[Dataset excerpts]
--------------------------------------------------
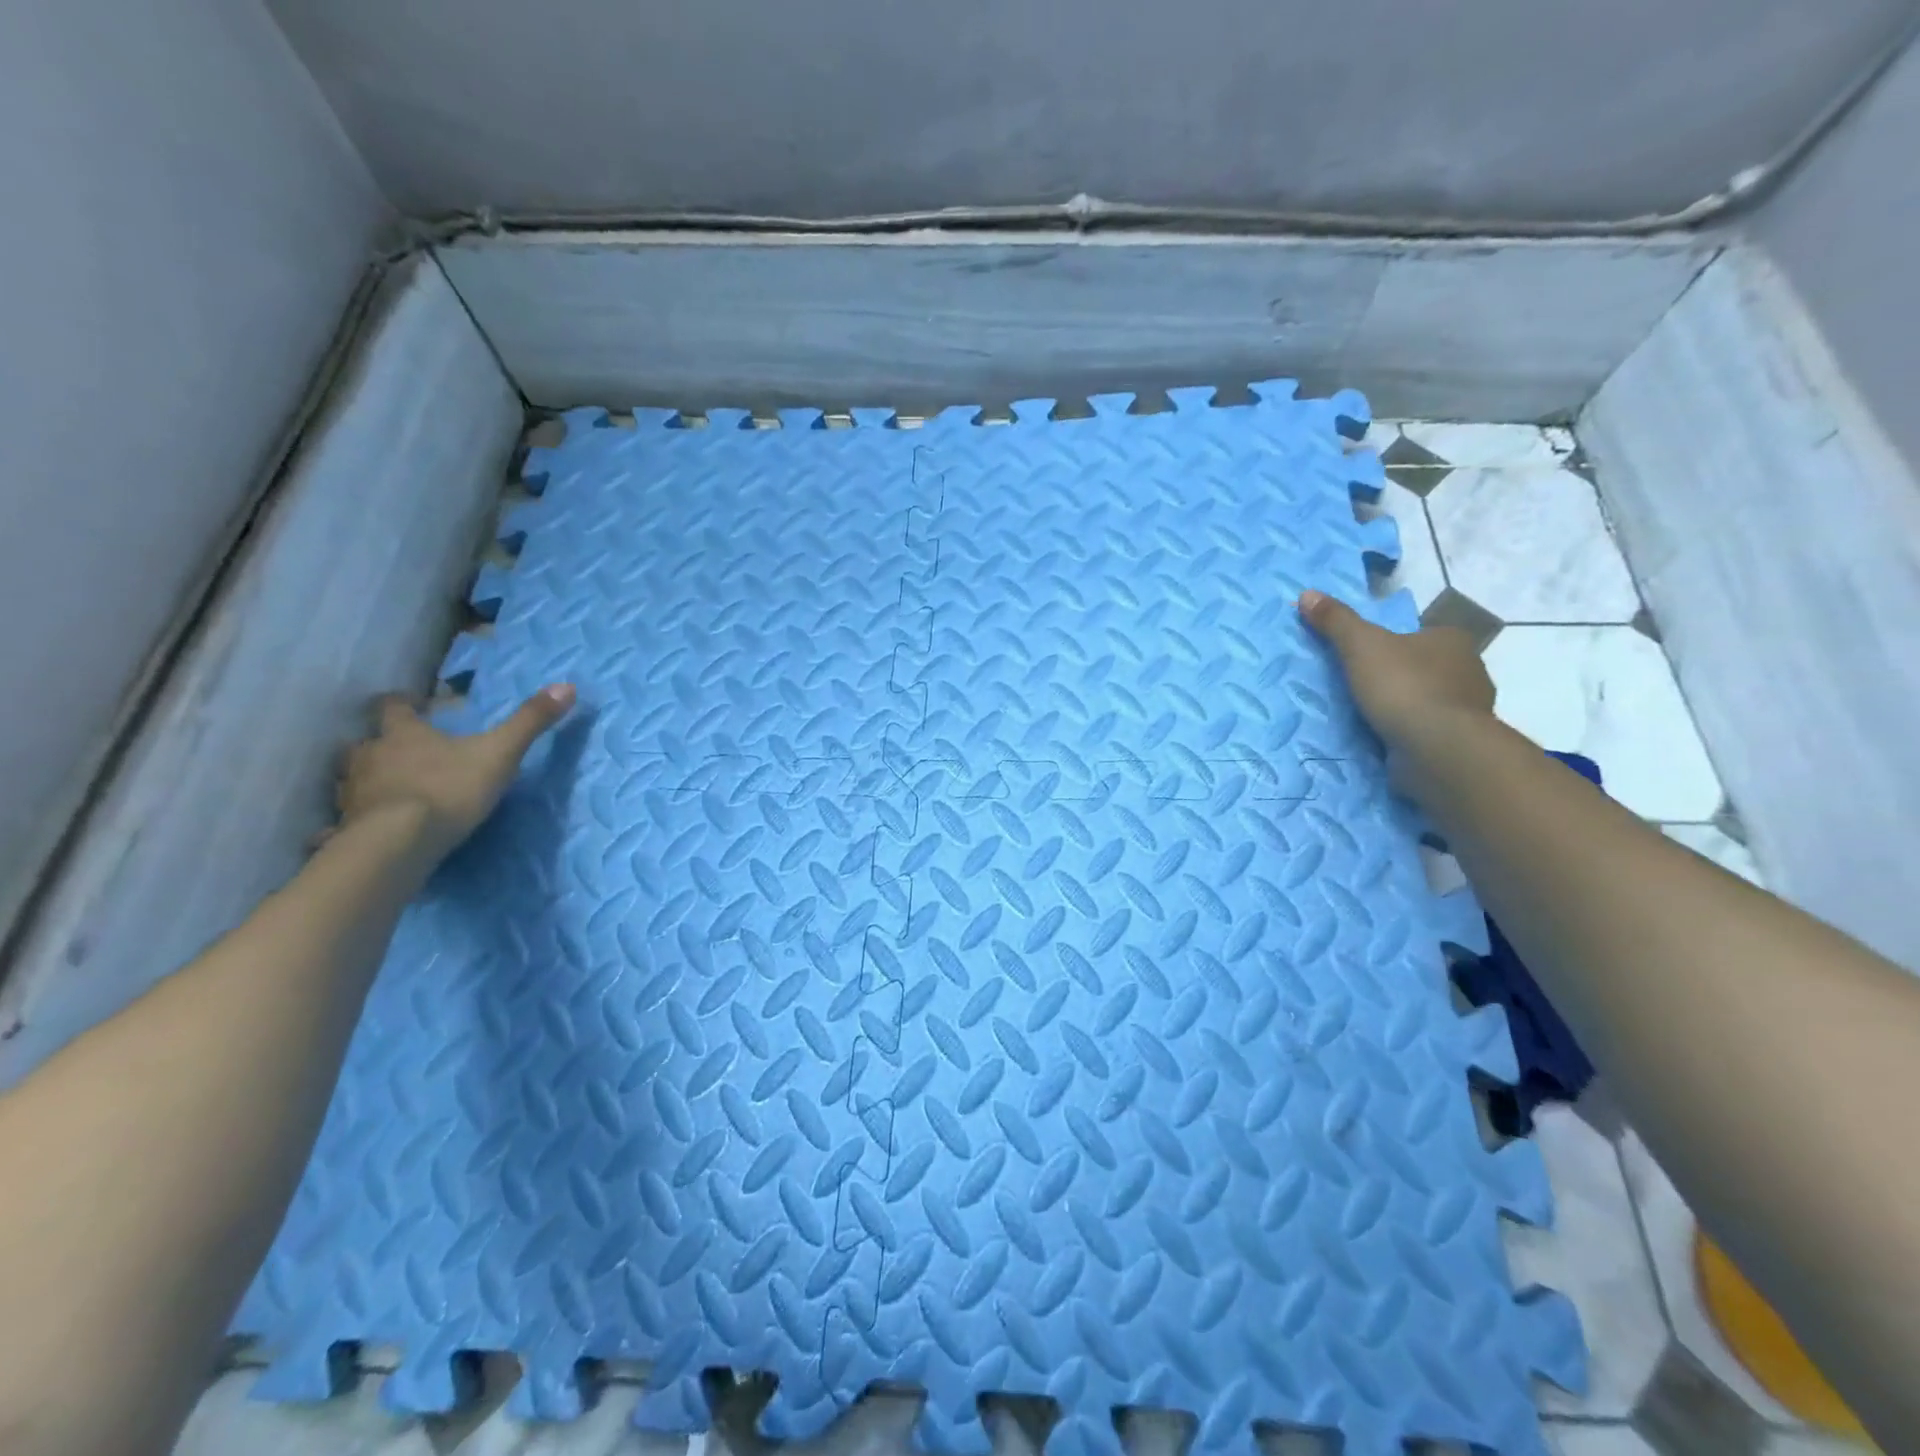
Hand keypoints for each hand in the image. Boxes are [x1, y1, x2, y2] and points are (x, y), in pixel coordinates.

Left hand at [331, 684, 576, 859]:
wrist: (400, 842)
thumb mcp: (501, 752)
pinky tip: (362, 833)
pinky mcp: (347, 828)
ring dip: (366, 781)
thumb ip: (530, 722)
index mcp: (403, 734)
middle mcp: (369, 757)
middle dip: (380, 745)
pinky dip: (350, 823)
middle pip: (365, 743)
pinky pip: (343, 822)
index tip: (413, 705)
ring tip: (387, 791)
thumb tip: (567, 686)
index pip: (393, 708)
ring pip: (352, 779)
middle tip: (401, 753)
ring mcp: (352, 794)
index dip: (402, 704)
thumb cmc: (450, 788)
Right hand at [1297, 590, 1492, 747]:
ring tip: (1370, 716)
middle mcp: (1469, 670)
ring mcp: (1469, 709)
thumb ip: (1335, 620)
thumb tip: (1307, 593)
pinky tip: (1387, 739)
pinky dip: (1410, 732)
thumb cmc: (1403, 686)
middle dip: (1401, 675)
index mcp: (1452, 640)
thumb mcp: (1360, 645)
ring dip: (1406, 706)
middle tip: (1363, 686)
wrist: (1437, 747)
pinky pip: (1429, 730)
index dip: (1395, 643)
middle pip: (1427, 667)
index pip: (1422, 634)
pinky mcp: (1461, 742)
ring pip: (1431, 700)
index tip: (1369, 657)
--------------------------------------------------
*Exercise*: Retype exactly. Start at the line with "middle tip: (401, 753)" and stop at the last line of the data.

*Output for this exercise*:
middle tip: (401, 753)
ring mcp: (352, 794)
index dip: (402, 704)
thumb cmc: (450, 788)
Right hand at [1297, 590, 1492, 747]:
ring tip: (1370, 716)
middle mcp: (1469, 670)
ring mcp: (1469, 709)
thumb ip: (1335, 620)
thumb tip: (1307, 593)
pinky tip: (1387, 739)
pinky dip: (1410, 732)
thumb cmc: (1403, 686)
middle dip: (1401, 675)
index mcp: (1452, 640)
thumb mcp: (1360, 645)
ring dip: (1406, 706)
middle tip: (1363, 686)
wrist: (1437, 747)
pinky pip: (1429, 730)
index dip: (1395, 643)
middle pip: (1427, 667)
index pip: (1422, 634)
pinky mcp: (1461, 742)
ring pip: (1431, 700)
index tip: (1369, 657)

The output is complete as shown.